START Record excerpts
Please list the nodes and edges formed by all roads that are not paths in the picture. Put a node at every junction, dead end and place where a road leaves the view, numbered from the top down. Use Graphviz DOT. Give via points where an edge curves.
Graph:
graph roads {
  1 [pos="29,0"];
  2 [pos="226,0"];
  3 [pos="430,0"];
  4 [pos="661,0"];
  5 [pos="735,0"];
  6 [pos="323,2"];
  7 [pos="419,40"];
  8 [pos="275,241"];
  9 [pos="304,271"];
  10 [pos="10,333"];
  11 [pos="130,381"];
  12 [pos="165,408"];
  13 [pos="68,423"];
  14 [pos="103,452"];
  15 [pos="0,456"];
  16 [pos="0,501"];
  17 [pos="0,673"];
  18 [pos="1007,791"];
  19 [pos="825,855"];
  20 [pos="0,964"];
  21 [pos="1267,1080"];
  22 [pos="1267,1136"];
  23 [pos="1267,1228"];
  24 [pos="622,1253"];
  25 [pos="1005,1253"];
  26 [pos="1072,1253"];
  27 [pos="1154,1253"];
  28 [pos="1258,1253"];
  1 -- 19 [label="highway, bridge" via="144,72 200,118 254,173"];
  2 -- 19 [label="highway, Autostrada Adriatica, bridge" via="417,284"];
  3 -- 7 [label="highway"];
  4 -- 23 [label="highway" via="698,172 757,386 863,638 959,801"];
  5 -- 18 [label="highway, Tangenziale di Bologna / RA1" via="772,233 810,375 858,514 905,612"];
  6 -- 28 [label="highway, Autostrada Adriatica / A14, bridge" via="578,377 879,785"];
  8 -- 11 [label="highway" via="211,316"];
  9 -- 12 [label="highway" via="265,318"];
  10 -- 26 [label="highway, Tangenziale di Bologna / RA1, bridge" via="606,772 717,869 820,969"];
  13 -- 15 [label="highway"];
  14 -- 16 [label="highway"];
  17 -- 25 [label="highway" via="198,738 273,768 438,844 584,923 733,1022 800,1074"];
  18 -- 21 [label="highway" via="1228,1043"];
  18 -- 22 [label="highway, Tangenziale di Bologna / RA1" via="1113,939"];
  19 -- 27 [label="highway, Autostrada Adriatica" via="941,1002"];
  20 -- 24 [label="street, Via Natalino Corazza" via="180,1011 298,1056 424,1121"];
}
END Record excerpts
■ Task instructions
A faithful retyping of every entry above is the task.

■ Task solution
Please list the nodes and edges formed by all roads that are not paths in the picture. Put a node at every junction, dead end and place where a road leaves the view, numbered from the top down. Use Graphviz DOT. Give via points where an edge curves.
Graph:
graph roads {
  1 [pos="29,0"];
  2 [pos="226,0"];
  3 [pos="430,0"];
  4 [pos="661,0"];
  5 [pos="735,0"];
  6 [pos="323,2"];
  7 [pos="419,40"];
  8 [pos="275,241"];
  9 [pos="304,271"];
  10 [pos="10,333"];
  11 [pos="130,381"];
  12 [pos="165,408"];
  13 [pos="68,423"];
  14 [pos="103,452"];
  15 [pos="0,456"];
  16 [pos="0,501"];
  17 [pos="0,673"];
  18 [pos="1007,791"];
  19 [pos="825,855"];
  20 [pos="0,964"];
  21 [pos="1267,1080"];
  22 [pos="1267,1136"];
  23 [pos="1267,1228"];
  24 [pos="622,1253"];
  25 [pos="1005,1253"];
  26 [pos="1072,1253"];
  27 [pos="1154,1253"];
  28 [pos="1258,1253"];
  1 -- 19 [label="highway, bridge" via="144,72 200,118 254,173"];
  2 -- 19 [label="highway, Autostrada Adriatica, bridge" via="417,284"];
  3 -- 7 [label="highway"];
  4 -- 23 [label="highway" via="698,172 757,386 863,638 959,801"];
  5 -- 18 [label="highway, Tangenziale di Bologna / RA1" via="772,233 810,375 858,514 905,612"];
  6 -- 28 [label="highway, Autostrada Adriatica / A14, bridge" via="578,377 879,785"];
  8 -- 11 [label="highway" via="211,316"];
  9 -- 12 [label="highway" via="265,318"];
  10 -- 26 [label="highway, Tangenziale di Bologna / RA1, bridge" via="606,772 717,869 820,969"];
  13 -- 15 [label="highway"];
  14 -- 16 [label="highway"];
  17 -- 25 [label="highway" via="198,738 273,768 438,844 584,923 733,1022 800,1074"];
  18 -- 21 [label="highway" via="1228,1043"];
  18 -- 22 [label="highway, Tangenziale di Bologna / RA1" via="1113,939"];
  19 -- 27 [label="highway, Autostrada Adriatica" via="941,1002"];
  20 -- 24 [label="street, Via Natalino Corazza" via="180,1011 298,1056 424,1121"];
}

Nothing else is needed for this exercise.